*** DATA RECORDS Section Begins ***

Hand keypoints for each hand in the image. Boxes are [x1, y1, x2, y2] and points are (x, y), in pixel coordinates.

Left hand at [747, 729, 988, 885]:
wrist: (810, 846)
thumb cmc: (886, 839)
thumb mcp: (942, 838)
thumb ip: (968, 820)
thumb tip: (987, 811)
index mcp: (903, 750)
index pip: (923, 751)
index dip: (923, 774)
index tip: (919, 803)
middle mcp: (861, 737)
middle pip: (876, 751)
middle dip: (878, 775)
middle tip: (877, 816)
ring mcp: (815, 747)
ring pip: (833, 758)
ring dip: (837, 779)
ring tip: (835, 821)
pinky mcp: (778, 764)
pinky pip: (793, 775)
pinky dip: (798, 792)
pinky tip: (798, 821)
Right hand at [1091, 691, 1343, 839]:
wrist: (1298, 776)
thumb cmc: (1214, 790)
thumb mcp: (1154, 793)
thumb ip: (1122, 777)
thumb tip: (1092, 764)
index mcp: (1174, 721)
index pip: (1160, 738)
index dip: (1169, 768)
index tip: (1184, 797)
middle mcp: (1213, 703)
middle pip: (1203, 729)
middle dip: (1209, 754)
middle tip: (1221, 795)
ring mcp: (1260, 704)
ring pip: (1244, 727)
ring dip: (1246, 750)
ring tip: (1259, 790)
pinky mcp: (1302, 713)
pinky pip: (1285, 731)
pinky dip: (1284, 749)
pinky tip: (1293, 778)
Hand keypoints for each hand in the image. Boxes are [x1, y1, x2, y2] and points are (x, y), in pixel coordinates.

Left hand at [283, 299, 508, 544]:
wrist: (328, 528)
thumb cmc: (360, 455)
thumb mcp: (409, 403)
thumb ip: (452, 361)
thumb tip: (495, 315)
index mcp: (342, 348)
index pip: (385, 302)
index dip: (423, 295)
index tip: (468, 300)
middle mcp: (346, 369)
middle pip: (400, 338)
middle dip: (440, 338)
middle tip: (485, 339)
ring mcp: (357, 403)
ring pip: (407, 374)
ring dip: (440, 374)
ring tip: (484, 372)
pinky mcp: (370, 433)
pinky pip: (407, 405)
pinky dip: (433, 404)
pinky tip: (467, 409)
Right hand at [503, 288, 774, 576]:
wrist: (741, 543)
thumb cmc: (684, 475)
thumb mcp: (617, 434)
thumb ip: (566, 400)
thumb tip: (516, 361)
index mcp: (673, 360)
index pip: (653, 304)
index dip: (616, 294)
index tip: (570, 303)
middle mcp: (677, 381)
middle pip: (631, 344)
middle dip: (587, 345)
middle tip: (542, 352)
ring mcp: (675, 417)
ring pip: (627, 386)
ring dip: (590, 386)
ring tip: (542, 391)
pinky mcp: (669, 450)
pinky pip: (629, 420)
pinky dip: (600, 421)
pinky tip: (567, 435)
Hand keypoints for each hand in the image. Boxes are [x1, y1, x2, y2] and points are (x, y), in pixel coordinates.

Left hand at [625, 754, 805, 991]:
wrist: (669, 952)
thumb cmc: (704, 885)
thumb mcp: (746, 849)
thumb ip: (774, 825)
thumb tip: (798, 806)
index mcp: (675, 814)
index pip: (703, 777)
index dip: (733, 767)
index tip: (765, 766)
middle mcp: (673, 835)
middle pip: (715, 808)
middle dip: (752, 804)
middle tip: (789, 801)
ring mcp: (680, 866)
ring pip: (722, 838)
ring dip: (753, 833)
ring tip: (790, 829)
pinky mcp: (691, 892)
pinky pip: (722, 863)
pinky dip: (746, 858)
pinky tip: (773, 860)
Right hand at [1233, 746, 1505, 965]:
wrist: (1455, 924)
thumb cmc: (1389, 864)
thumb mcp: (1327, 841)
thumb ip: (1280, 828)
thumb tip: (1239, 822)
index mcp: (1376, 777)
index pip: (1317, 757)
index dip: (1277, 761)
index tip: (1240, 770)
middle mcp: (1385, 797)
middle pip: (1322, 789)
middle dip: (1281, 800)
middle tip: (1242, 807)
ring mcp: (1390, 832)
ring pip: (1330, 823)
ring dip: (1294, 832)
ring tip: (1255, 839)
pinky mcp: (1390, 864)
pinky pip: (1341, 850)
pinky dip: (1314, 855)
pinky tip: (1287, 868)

*** DATA RECORDS Section Ends ***

> **TASK ITEM**
Nothing but the lines from the top of the entries above through the line with "ring pip: (1244, 727)" should be set down, each exactly as written.

> **YOUR SOLUTION**
Hand keypoints for each hand in the image. Boxes are [x1, y1, x2, y2] and points are (x, y), in pixel coordinates.

Left hand at [747, 729, 988, 885]:
wrist: (810, 846)
thumb cmc: (886, 839)
thumb mcp: (942, 838)
thumb ip: (968, 820)
thumb tip: (987, 811)
index mcp: (903, 750)
index pip: (923, 751)
index dip: (923, 774)
index tip: (919, 803)
middle mcp: (861, 737)
middle pip: (876, 751)
middle dip: (878, 775)
middle tip: (877, 816)
ring mcp: (815, 747)
ring pip: (833, 758)
ring dip: (837, 779)
ring tip: (835, 821)
pinky mcp: (778, 764)
pinky pip: (793, 775)
pinky dip: (798, 792)
pinky tip: (798, 821)
Right hand at [1091, 691, 1343, 839]:
wrist: (1298, 776)
thumb cmc: (1214, 790)
thumb mcp: (1154, 793)
thumb ip: (1122, 777)
thumb tip: (1092, 764)
index mcp: (1174, 721)
index pip: (1160, 738)
index dip: (1169, 768)
index tip: (1184, 797)
middle mcp: (1213, 703)
middle pip: (1203, 729)
middle dip: (1209, 754)
middle tip: (1221, 795)
ring mcp: (1260, 704)
ring pip: (1244, 727)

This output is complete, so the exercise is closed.